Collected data
####################

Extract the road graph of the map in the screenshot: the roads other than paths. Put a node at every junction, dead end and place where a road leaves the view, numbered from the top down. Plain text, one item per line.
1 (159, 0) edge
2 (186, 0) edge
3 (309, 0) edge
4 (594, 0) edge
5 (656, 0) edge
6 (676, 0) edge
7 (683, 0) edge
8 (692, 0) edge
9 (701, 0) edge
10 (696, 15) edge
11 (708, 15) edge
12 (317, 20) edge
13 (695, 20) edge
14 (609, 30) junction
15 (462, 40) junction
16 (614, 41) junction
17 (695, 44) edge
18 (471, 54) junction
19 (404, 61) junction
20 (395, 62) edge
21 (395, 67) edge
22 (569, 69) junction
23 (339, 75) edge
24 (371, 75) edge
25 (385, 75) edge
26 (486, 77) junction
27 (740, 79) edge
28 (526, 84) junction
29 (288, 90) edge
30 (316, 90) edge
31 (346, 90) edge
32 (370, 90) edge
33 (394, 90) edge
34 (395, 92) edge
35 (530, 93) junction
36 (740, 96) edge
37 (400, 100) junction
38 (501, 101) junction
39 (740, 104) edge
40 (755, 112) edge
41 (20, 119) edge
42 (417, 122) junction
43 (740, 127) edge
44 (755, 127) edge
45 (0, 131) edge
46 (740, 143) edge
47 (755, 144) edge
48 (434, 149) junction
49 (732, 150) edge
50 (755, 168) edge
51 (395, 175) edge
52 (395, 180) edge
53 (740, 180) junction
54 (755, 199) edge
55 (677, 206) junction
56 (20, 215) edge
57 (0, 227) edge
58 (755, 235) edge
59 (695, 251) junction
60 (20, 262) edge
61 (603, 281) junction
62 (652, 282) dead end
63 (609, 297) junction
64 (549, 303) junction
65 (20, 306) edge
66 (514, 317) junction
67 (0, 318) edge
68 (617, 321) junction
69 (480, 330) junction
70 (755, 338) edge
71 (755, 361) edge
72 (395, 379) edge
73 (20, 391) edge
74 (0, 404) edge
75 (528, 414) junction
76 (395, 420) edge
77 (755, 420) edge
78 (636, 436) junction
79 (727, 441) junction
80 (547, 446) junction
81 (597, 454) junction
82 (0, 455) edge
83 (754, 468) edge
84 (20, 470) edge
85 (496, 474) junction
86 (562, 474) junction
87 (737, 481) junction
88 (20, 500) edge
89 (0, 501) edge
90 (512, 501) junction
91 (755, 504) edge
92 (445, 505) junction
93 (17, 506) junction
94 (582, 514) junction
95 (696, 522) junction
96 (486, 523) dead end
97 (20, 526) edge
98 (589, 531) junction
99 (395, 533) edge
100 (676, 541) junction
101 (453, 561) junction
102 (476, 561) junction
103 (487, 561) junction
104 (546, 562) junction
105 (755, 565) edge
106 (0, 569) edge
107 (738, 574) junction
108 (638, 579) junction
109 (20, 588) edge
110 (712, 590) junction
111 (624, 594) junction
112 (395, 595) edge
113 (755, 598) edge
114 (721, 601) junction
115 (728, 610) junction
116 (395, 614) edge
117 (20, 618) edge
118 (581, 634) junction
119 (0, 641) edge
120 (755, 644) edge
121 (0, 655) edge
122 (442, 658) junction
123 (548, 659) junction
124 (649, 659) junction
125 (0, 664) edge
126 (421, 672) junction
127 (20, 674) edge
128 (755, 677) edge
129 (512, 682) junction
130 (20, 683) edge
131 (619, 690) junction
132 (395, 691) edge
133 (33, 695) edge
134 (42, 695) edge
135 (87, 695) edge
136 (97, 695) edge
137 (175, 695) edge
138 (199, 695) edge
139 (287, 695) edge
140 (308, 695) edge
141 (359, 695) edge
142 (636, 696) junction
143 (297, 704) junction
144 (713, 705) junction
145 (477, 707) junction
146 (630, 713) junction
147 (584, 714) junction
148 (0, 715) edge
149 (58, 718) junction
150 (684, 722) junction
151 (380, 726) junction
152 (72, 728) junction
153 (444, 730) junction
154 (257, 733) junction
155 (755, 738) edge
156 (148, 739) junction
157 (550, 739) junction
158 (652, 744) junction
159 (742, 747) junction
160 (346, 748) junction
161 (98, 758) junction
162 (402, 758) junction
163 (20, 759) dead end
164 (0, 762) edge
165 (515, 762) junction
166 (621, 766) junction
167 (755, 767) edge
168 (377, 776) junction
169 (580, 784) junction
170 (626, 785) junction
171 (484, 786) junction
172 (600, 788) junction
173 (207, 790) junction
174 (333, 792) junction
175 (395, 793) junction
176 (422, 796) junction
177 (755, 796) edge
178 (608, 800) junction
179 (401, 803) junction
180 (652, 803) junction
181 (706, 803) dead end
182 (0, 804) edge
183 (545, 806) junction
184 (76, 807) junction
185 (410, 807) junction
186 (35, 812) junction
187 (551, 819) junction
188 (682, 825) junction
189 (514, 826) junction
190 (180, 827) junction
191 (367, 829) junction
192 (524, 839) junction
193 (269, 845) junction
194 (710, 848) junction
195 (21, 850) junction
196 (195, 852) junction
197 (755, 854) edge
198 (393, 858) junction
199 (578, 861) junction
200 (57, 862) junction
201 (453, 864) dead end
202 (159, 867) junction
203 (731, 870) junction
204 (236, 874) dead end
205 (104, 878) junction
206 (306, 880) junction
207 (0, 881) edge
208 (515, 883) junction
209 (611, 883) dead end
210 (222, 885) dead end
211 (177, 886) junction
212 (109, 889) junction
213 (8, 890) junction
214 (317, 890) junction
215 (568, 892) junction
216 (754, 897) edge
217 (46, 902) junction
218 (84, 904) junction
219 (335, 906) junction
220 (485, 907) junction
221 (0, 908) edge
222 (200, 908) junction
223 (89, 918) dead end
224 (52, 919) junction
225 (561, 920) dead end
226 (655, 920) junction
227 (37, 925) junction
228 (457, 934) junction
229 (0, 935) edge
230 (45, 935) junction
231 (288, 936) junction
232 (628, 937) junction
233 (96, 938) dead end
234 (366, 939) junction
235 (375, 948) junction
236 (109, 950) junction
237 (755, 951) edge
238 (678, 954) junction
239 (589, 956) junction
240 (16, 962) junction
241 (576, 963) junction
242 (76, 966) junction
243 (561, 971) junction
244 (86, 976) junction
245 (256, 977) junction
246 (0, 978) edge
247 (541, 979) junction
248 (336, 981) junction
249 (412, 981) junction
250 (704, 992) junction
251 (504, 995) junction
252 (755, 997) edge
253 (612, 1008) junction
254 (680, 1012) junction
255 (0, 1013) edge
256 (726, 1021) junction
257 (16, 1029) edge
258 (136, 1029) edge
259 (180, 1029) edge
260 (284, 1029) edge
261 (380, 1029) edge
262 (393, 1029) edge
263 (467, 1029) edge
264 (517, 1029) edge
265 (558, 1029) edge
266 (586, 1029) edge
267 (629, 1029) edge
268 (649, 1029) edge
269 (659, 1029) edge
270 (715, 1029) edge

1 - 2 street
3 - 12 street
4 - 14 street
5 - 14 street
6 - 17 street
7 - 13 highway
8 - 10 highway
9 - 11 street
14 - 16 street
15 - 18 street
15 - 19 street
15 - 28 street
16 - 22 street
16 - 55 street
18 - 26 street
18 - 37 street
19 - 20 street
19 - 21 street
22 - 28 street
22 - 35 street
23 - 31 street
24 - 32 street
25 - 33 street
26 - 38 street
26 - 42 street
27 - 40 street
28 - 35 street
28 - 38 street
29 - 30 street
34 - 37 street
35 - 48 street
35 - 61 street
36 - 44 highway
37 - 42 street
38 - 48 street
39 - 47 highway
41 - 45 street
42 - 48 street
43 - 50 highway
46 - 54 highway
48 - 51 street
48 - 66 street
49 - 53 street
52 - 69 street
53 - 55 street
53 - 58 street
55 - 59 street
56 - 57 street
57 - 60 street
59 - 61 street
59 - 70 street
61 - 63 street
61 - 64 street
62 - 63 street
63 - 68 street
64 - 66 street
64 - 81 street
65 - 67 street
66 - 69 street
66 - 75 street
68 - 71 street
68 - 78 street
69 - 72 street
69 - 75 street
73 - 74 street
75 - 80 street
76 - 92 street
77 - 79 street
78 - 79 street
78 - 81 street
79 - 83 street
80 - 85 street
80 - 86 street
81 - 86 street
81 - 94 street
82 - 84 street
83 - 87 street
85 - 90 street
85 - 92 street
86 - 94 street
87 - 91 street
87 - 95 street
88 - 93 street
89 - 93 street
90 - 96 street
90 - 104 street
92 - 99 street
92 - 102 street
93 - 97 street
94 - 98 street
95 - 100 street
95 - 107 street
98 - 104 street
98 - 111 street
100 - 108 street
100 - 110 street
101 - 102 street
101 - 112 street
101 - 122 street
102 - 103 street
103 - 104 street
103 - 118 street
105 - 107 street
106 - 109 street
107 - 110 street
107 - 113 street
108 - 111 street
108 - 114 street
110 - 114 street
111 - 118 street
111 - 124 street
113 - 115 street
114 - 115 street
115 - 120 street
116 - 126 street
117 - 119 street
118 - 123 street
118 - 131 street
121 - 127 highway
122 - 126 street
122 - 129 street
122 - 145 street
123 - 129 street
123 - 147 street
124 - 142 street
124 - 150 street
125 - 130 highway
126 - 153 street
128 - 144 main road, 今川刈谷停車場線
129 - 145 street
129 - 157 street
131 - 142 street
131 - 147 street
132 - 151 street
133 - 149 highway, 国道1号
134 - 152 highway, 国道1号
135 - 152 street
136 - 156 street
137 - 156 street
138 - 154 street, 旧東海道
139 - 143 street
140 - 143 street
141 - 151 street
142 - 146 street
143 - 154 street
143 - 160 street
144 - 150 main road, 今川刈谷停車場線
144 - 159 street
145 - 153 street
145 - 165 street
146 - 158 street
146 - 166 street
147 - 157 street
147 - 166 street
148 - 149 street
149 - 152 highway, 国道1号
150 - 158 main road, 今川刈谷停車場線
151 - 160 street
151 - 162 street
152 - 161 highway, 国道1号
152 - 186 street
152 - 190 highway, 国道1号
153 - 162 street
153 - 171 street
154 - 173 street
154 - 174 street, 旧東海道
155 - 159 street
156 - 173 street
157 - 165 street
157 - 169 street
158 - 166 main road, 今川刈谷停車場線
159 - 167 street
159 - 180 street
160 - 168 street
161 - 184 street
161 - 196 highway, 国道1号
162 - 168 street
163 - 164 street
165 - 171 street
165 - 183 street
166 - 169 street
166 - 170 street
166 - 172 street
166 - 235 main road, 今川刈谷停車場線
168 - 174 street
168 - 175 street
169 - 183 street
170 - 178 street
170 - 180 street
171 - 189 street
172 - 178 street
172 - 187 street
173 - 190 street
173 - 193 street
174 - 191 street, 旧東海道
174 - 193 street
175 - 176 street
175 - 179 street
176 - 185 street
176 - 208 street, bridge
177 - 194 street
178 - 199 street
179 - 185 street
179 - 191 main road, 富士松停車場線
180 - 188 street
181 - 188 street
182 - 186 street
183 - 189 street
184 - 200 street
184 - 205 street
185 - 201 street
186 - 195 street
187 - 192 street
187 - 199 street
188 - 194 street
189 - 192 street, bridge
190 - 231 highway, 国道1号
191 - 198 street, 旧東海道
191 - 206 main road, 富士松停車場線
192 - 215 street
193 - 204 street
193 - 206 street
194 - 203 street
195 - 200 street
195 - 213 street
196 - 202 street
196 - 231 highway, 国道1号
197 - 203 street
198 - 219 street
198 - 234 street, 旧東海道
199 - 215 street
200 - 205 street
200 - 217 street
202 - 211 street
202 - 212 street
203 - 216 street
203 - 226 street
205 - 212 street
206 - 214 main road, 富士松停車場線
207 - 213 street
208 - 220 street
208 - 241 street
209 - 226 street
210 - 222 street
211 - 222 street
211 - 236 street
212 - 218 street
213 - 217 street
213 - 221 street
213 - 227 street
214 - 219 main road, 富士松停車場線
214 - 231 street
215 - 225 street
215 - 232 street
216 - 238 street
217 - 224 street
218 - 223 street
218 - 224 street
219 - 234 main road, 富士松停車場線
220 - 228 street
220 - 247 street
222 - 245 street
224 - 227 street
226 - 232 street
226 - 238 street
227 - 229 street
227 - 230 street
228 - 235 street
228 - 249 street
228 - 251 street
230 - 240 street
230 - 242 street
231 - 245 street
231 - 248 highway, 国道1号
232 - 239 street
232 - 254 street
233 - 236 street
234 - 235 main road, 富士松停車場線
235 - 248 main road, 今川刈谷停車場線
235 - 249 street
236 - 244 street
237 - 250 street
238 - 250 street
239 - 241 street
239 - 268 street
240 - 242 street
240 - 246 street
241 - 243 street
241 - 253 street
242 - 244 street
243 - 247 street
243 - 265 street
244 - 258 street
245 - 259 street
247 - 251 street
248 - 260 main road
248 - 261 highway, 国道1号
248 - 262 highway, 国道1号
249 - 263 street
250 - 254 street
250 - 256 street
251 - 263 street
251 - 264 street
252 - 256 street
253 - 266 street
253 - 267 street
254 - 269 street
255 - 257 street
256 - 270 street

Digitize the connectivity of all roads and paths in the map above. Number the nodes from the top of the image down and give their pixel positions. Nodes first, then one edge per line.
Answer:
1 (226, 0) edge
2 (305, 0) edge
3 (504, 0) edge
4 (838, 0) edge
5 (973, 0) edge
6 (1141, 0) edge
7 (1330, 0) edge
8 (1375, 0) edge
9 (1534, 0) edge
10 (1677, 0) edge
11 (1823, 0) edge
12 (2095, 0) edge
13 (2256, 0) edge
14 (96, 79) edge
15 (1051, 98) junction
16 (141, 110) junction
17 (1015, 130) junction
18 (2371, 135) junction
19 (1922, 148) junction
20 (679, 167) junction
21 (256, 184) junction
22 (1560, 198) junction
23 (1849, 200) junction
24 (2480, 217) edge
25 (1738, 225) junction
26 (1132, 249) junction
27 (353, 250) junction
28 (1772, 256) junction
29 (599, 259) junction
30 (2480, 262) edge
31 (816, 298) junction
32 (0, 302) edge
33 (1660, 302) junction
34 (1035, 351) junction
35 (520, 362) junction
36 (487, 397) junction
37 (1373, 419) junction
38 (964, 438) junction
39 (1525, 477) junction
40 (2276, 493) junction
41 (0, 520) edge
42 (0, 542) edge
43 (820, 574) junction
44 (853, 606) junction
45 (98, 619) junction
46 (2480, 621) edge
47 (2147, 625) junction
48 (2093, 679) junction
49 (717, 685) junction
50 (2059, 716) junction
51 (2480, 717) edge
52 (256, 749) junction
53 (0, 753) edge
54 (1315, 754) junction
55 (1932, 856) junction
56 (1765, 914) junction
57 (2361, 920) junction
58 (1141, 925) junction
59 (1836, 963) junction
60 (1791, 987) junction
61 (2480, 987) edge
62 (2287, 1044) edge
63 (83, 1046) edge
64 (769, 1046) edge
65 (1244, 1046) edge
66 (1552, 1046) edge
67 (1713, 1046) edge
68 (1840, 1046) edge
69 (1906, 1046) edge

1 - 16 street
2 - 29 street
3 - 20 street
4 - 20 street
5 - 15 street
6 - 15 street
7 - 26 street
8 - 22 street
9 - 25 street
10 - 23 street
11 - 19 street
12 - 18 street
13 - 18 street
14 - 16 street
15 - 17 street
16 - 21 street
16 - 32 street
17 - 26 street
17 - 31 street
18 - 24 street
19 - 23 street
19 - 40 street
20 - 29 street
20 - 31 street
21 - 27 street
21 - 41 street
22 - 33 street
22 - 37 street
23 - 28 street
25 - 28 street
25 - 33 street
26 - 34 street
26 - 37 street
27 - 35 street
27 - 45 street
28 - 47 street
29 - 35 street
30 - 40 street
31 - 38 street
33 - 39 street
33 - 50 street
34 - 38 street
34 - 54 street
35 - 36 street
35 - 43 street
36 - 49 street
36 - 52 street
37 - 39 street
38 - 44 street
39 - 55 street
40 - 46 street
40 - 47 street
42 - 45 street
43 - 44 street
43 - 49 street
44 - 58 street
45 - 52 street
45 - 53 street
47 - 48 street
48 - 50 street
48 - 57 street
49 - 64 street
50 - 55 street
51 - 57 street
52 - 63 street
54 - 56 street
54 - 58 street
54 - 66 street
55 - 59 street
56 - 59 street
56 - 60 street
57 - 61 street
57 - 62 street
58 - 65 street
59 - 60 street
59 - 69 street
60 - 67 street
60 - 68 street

####################

_WORK REQUIRED_:
Return a copy of each line in the records above that has "富士松停車場線" in it.

_TASK RESULT_:
179 - 191 main road, 富士松停車場線
191 - 206 main road, 富士松停車場線
206 - 214 main road, 富士松停車場線
214 - 219 main road, 富士松停車場線
219 - 234 main road, 富士松停車場線
234 - 235 main road, 富士松停車場線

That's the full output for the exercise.